WORK REQUIRED: Below are records; count the lines that contain "Avenue" and state only that count.

DATA EXTRACTS:

• • • • •

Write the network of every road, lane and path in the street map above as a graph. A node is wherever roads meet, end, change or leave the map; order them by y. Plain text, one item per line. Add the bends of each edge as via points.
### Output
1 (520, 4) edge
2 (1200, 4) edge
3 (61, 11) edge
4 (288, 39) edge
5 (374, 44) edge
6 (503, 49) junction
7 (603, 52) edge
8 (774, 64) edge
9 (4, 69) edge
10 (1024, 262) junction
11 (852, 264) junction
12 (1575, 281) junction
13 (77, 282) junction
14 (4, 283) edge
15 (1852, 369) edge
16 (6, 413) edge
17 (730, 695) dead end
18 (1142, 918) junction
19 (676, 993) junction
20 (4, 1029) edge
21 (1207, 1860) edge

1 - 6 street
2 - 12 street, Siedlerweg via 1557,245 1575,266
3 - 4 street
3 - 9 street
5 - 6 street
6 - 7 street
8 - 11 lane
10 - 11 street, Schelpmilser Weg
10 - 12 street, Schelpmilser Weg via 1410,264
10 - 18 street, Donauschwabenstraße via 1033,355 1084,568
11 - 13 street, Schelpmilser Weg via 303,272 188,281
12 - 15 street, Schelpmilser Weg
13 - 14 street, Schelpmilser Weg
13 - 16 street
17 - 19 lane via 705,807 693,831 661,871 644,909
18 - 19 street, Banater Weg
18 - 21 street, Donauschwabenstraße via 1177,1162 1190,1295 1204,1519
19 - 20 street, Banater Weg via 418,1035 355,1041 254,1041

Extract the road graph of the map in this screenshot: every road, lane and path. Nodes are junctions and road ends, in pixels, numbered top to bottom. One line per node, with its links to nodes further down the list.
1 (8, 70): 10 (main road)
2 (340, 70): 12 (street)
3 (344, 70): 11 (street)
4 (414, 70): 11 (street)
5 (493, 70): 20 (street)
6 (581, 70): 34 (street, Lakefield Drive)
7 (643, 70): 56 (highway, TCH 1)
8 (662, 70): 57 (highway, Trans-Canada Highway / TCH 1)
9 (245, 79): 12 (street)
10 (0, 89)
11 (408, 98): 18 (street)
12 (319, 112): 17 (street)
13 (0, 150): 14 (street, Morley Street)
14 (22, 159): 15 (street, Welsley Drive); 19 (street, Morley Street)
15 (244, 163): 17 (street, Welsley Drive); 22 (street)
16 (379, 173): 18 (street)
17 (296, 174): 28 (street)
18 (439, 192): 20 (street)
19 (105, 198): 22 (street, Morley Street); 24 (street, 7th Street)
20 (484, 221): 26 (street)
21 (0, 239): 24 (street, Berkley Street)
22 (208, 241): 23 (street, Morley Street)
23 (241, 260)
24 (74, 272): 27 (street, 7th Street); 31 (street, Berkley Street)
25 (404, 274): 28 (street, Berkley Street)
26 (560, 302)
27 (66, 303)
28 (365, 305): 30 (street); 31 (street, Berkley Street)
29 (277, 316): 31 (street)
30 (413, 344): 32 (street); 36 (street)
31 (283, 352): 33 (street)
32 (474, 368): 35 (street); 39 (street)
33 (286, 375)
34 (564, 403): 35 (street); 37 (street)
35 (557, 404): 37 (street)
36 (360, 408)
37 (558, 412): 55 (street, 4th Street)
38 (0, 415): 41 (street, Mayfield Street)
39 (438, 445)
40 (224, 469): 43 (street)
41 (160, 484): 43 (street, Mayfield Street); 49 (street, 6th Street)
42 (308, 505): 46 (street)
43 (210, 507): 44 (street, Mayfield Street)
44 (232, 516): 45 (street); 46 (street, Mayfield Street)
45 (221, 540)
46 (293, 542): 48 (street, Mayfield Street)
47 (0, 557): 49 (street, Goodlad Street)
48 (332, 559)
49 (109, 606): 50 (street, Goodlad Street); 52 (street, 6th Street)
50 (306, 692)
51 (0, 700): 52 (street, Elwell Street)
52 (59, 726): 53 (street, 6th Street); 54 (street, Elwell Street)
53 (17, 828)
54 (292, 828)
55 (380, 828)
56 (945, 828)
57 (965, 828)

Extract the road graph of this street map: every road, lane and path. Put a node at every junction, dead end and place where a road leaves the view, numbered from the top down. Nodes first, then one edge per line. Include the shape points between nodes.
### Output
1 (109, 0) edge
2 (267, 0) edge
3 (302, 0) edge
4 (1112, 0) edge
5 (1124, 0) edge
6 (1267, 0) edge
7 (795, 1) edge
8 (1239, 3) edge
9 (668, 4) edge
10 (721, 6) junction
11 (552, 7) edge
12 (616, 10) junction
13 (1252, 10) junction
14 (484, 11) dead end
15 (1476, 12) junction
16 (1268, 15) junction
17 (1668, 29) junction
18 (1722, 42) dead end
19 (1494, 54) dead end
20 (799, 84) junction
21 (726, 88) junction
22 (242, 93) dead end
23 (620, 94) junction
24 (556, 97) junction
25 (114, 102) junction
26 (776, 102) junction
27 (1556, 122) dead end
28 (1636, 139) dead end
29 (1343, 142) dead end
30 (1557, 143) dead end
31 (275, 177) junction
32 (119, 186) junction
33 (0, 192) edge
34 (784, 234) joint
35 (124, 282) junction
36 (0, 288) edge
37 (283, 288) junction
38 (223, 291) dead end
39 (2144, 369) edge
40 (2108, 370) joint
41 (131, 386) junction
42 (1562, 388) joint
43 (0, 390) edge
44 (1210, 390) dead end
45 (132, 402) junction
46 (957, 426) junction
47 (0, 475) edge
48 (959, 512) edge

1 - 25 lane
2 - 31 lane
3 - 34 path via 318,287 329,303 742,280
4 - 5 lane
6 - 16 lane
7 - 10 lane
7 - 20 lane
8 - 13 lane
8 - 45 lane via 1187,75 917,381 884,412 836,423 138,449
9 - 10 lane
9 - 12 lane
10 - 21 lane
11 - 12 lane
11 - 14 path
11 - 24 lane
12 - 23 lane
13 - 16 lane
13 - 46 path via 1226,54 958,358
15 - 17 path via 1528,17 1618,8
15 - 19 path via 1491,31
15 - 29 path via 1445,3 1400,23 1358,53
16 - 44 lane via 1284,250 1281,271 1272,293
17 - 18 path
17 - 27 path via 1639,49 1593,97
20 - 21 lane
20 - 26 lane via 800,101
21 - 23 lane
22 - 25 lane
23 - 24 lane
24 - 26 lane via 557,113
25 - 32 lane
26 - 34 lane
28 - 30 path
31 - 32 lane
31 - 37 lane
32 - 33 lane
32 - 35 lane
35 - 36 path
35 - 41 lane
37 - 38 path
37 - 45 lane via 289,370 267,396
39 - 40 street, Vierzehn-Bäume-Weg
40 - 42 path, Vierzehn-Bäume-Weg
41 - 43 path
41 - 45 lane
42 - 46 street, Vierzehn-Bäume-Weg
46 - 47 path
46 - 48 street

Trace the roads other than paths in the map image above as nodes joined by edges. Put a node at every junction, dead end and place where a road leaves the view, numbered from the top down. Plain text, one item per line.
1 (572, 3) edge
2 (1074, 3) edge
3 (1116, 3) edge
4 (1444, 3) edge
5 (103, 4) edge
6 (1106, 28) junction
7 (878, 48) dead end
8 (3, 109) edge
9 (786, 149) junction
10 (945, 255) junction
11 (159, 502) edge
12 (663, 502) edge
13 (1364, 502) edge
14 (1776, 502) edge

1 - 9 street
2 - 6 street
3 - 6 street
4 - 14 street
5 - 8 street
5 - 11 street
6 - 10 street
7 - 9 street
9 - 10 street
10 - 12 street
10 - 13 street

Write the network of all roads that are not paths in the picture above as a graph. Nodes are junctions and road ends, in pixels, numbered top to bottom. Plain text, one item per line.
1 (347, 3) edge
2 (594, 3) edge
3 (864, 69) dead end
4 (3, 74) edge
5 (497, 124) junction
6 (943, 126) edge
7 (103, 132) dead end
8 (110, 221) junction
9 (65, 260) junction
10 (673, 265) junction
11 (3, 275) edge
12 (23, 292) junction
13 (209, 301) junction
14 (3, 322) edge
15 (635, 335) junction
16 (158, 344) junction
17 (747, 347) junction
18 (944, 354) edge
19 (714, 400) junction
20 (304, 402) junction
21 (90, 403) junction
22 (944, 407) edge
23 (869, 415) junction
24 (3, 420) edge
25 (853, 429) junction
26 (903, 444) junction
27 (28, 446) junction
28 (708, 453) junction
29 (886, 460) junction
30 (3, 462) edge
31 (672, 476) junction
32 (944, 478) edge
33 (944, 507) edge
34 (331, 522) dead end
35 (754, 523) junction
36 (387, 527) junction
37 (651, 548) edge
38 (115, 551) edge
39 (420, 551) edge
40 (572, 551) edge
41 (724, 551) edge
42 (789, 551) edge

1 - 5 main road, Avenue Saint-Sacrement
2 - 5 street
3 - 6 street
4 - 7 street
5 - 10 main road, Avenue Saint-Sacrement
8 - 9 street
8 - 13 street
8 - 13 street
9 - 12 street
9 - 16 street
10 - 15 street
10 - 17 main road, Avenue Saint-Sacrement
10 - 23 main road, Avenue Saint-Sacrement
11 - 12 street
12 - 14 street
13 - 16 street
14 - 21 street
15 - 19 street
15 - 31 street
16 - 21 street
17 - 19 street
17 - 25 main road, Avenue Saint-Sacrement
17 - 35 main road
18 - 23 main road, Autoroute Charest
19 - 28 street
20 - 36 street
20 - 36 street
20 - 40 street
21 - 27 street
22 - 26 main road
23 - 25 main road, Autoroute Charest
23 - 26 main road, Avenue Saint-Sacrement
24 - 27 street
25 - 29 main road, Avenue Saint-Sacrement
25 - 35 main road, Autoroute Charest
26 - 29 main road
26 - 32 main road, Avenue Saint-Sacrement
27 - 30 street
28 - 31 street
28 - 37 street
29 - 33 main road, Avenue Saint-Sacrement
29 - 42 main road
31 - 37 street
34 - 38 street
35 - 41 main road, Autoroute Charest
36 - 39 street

• • • • •

WRITTEN REPLY: 9